Но дело, конечно, заключалось не только в категории "субстанции", а в том, что логические представления, развитые школой Локка, соответствовали лишь психологической поверхности реального логического процесса. Вряд ли удалось бы Локку философски обосновать и оправдать правоту Коперника против Птолемея. Последний со своей системой гораздо ближе соответствовал тому, что человек ежедневно и еженощно созерцает в виде "общего в опыте". Принципиально невозможно оправдать хотя бы один из законов Ньютона тем, что он правильно отражает общее в чувственно созерцаемых фактах. Эмпирия свидетельствует как раз об обратном.

Все дело заключалось в том, что позиция метафизического материализма не позволяла разглядеть подлинной реальности логического процесса как реальности общественно-исторической. Отдельный мыслящий и обобщающий чувственные факты индивид неведомо для него включен в сложнейший процесс развития знания, обладающего законами, которые как раз и составляют Логику человеческой мыслительной способности. Но эта подлинная реальность логического процесса остается вне сферы внимания материалиста-метафизика.

Поэтому операция отвлечения общего, сходного, одинакового в чувственно-созерцаемых фактах на самом деле совершается в русле сложнейшего процесса, процесса общественно-исторического развития научного знания. Но в глубины этого процесса ни один материалист-сенсуалист не заглядывал. Оставалась для него неведомой и действительная основа развития познания -- процесс чувственно-практического овладения общественным человеком объективной реальности...

3. ТЕРМИН "КОНКРЕТНОЕ" И ЕГО ИСТОРИЧЕСКАЯ СУДЬБА (РАЦИОНАЛИЗМ)

Естественно, что слабости сенсуалистической гносеологии уже в 17-18 вв. подвергались резкой и сокрушительной критике представителей рационализма.

Рационалисты всегда справедливо подчеркивали тот факт, что мышление человека, как высшая познавательная способность, никоим образом не сводится к простой абстракции от эмпирических данных, к простому выражению чувственно-созерцаемого общего в сознании, выраженному и закрепленному для удобства запоминания в словах, терминах и предложениях.
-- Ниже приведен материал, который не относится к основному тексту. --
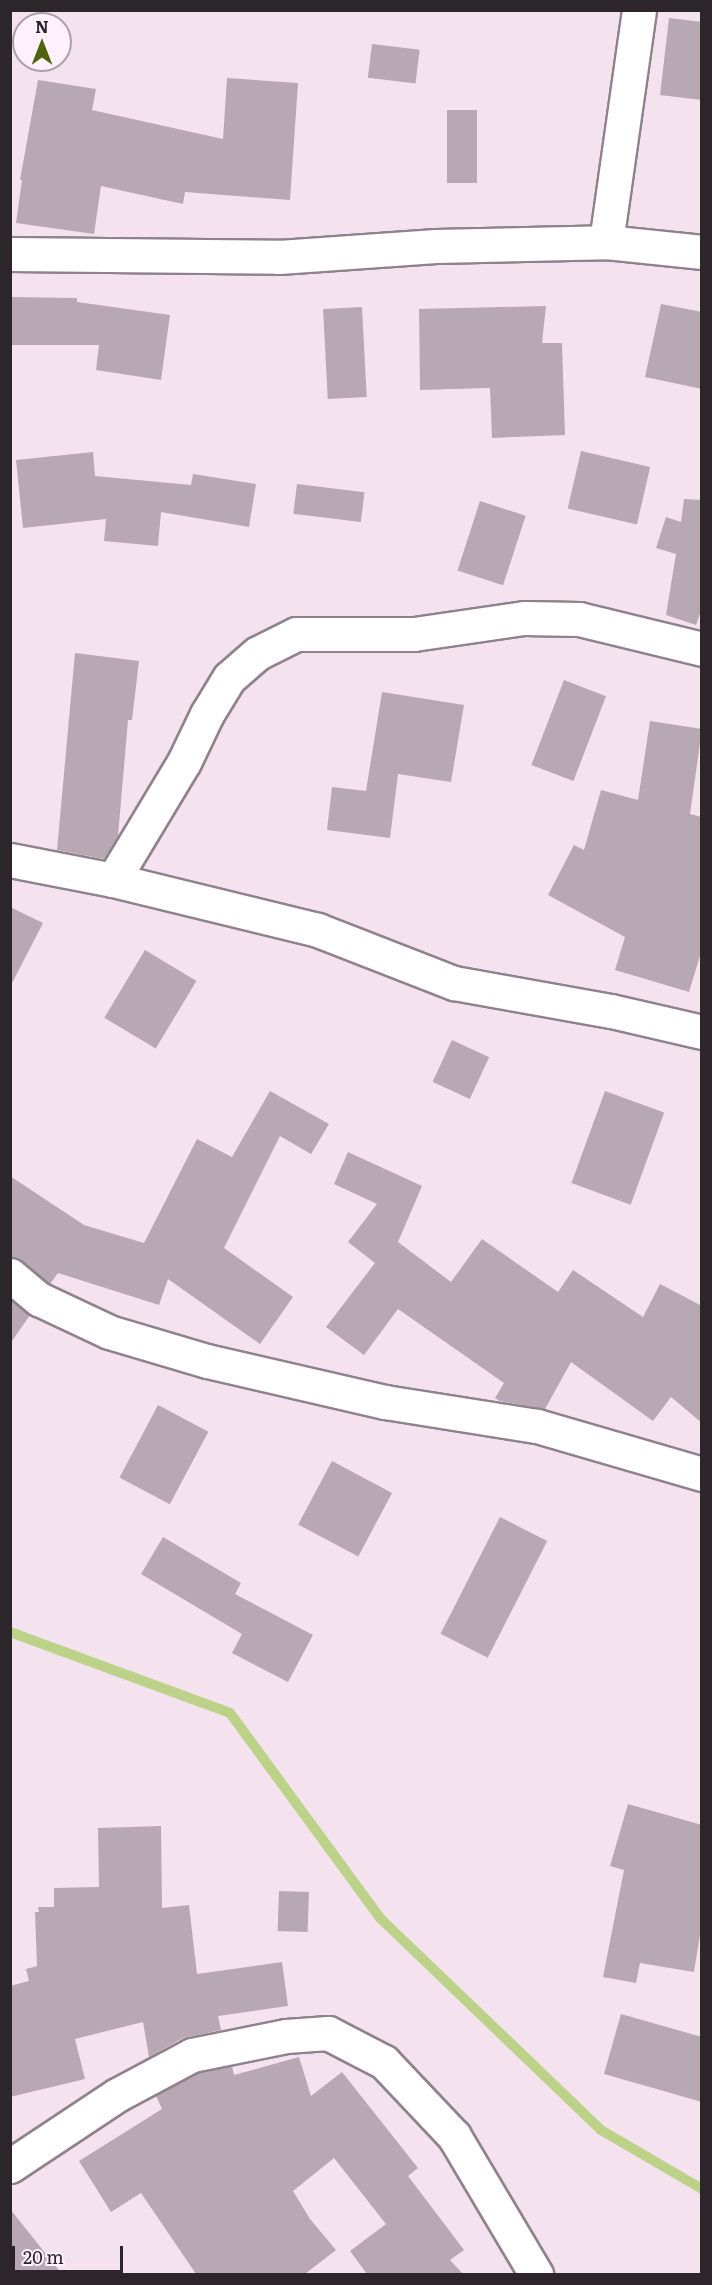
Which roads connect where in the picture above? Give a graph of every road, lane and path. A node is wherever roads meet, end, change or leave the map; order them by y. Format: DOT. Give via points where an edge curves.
graph roads {
  1 [pos="639,10"];
  2 [pos="606,242"];
  3 [pos="702,252"];
  4 [pos="10,254"];
  5 [pos="702,649"];
  6 [pos="10,860"];
  7 [pos="113,880"];
  8 [pos="702,1032"];
  9 [pos="10,1275"];
  10 [pos="702,1474"];
  11 [pos="10,2166"];
  12 [pos="536,2274"];
  1 -- 2 [label="street"];
  2 -- 3 [label="street"];
  2 -- 4 [label="street" via="436,246 279,257"];
  5 -- 7 [label="street" via="579,619 524,618 414,634 296,634 258,653 229,678"];
  6 -- 7 [label="street"];
  7 -- 8 [label="street" via="318,930 454,983"];
  9 -- 10 [label="street" via="39,1299 109,1332 207,1361 385,1402 537,1426"];
  11 -- 12 [label="street" via="117,2095 192,2055 286,2036 328,2033 384,2062 454,2136"];
}
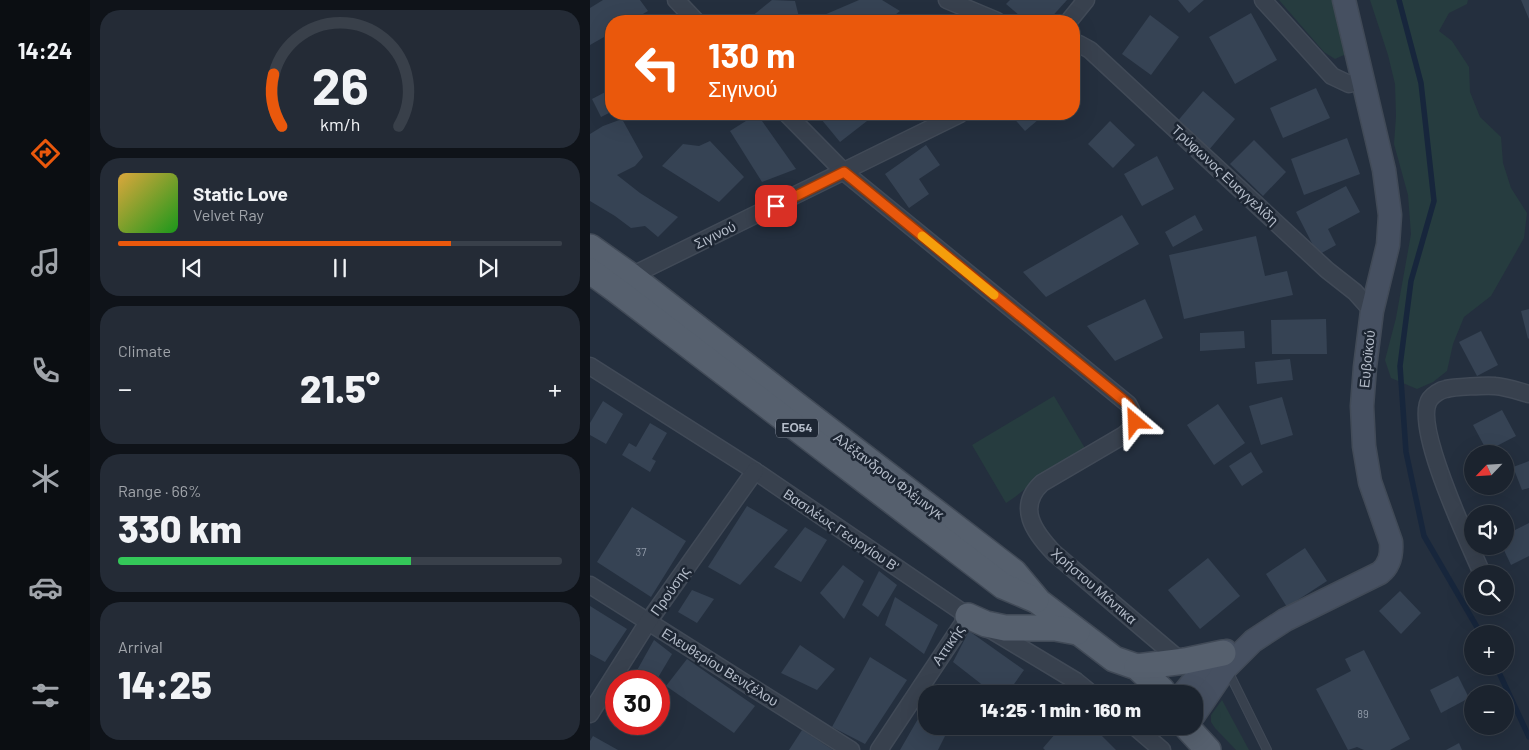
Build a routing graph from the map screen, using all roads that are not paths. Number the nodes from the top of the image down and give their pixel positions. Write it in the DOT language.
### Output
graph roads {
  1 [pos="676,0"];
  2 [pos="948,0"];
  3 [pos="1086,0"];
  4 [pos="1263,0"];
  5 [pos="1344,0"];
  6 [pos="690,15"];
  7 [pos="983,15"];
  8 [pos="1074,15"];
  9 [pos="1080,45"];
  10 [pos="1362,80"];
  11 [pos="793,120"];
  12 [pos="948,120"];
  13 [pos="844,172"];
  14 [pos="590,246"];
  15 [pos="590,271"];
  16 [pos="631,276"];
  17 [pos="1372,311"];
  18 [pos="590,366"];
  19 [pos="1529,394"];
  20 [pos="755,471"];
  21 [pos="1478,565"];
  22 [pos="590,585"];
  23 [pos="1039,602"];
  24 [pos="968,616"];
  25 [pos="648,622"];
  26 [pos="1079,633"];
  27 [pos="1114,659"];
  28 [pos="1225,660"];
  29 [pos="1180,662"];
  30 [pos="1138,666"];
  31 [pos="1081,685"];
  32 [pos="1132,685"];
  33 [pos="1157,685"];
  34 [pos="1190,685"];
  35 [pos="1203,699"];
  36 [pos="590,714"];
  37 [pos="1144,735"];
  38 [pos="1194,735"];
  39 [pos="851,750"];
  40 [pos="878,750"];
  41 [pos="1162,750"];
  42 [pos="1208,750"];
  43 [pos="1267,750"];
  1 -- 6 [label="street"];
  2 -- 7 [label="street"];
  3 -- 8 [label="street"];
  4 -- 10 [label="street"];
  5 -- 10 [label="street, Ευβοϊκού"];
  9 -- 17 [label="street, Τρύφωνος Ευαγγελίδη"];
  10 -- 17 [label="street, Ευβοϊκού"];
  11 -- 13 [label="street, Χρήστου Μάντικα"];
  12 -- 13 [label="street, Σιγινού"];
  13 -- 16 [label="street, Σιγινού"];
  13 -- 29 [label="street, Χρήστου Μάντικα"];
  14 -- 16 [label="main road, Αλέξανδρου Φλέμινγκ / ΕΟ54"];
  15 -- 23 [label="main road, Αλέξανδρου Φλέμινγκ / ΕΟ54"];
  16 -- 23 [label="main road, Αλέξανδρου Φλέμινγκ / ΕΟ54"];
  17 -- 28 [label="street, Ευβοϊκού"];
  18 -- 20 [label="street, Βασιλέως Γεωργίου Β'"];
  19 -- 21 [label="street"];
  20 -- 24 [label="street, Βασιλέως Γεωργίου Β'"];
  20 -- 25 [label="street, Προύσης"];
  22 -- 25 [label="street, Ελευθερίου Βενιζέλου"];
  23 -- 26 [label="main road, Αλέξανδρου Φλέμινγκ / ΕΟ54"];
  24 -- 26 [label="main road"];
  24 -- 31 [label="street, Βασιλέως Γεωργίου Β'"];
  24 -- 40 [label="street, Αττικής"];
  25 -- 36 [label="street, Προύσης"];
  25 -- 39 [label="street, Ελευθερίου Βενιζέλου"];
  26 -- 27 [label="main road, Αλέξανδρου Φλέμινγκ / ΕΟ54"];
  27 -- 30 [label="main road, Αλέξανδρου Φλέμινγκ / ΕΟ54"];
  27 -- 32 [label="main road, Αλέξανδρου Φλέμινγκ / ΕΟ54"];
  28 -- 29 [label="main road"];
  28 -- 34 [label="street, Ευβοϊκού"];
  28 -- 35 [label="street"];
  28 -- 43 [label="lane"];
  29 -- 30 [label="main road"];
  30 -- 33 [label="main road, Αλέξανδρου Φλέμινγκ / ΕΟ54"];
  37 -- 41 [label="street"];
  38 -- 42 [label="main road"];
}
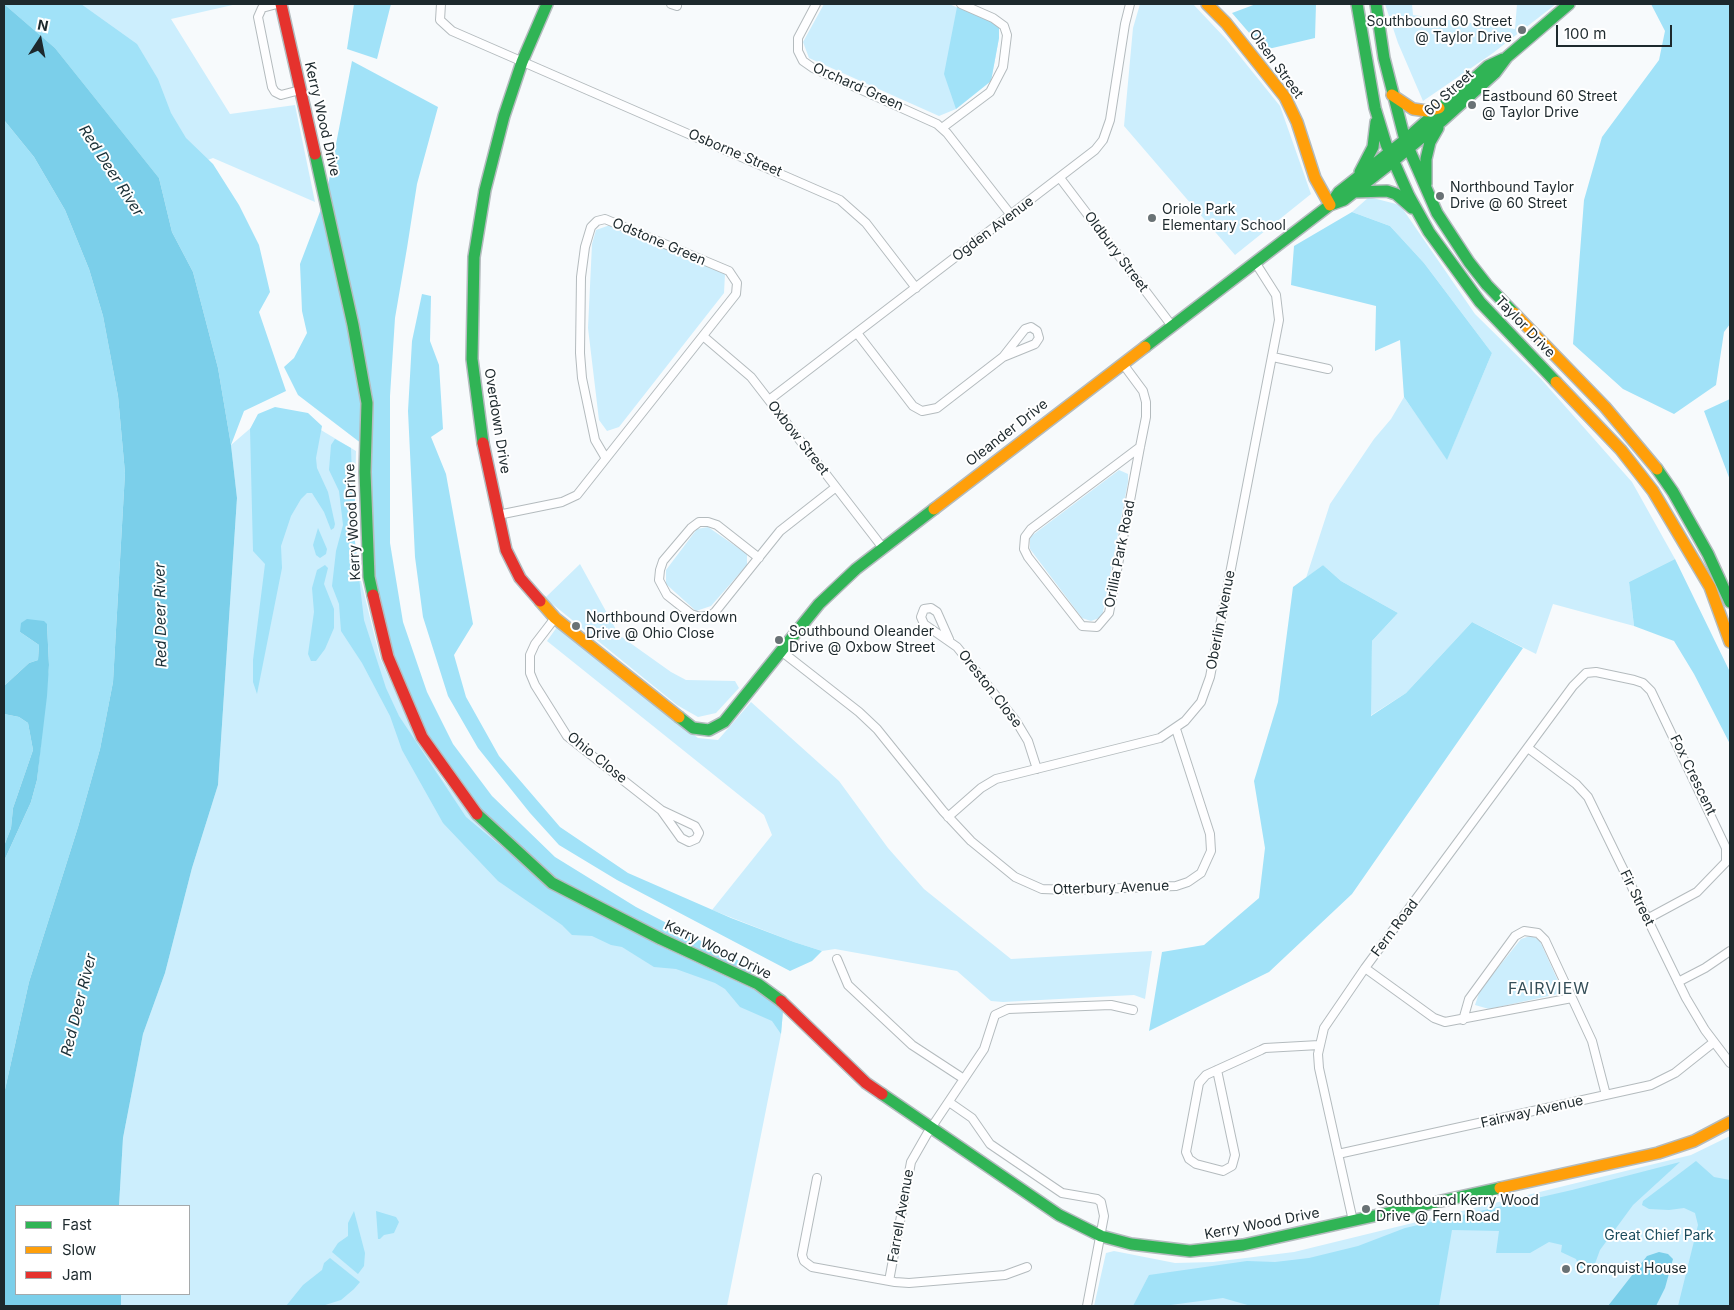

Наиболее умные противники метафизического материализма в гносеологии (например, Лейбниц), соглашаясь с тем, что мышлению свойственно воспарять от чувственно-данного многообразия единичных вещей к его абстрактному, обесцвеченному, обобщенному выражению, -- показывали вместе с тем, что эта черта еще ровно ничего не объясняет в тайне мышления, в тайне способности логически рассуждать, логически обрабатывать данные чувственного опыта.

"Выводы, делаемые животными, в точности такие же, как выводы чистых эмпириков, уверяющих, будто то, что произошло несколько раз, произойдет снова в случае, представляющем сходные, -- как им кажется, обстоятельства, хотя они и не могут судить, имеются ли налицо те же самые условия. Благодаря этому люди так легко ловят животных, а эмпирики так легко впадают в ошибки". (Лейбниц. Новые опыты, с. 48)

Борьба философских направлений и школ нового времени все четче выявляла то обстоятельство, что понятие -- как основная элементарная форма мышления -- не может быть определено как зафиксированное в слове, термине, названии -- отражение чувственно воспринимаемого сходства, тождества единичных вещей, и что способность оперировать понятиями предполагает более глубокое представление о природе понятия.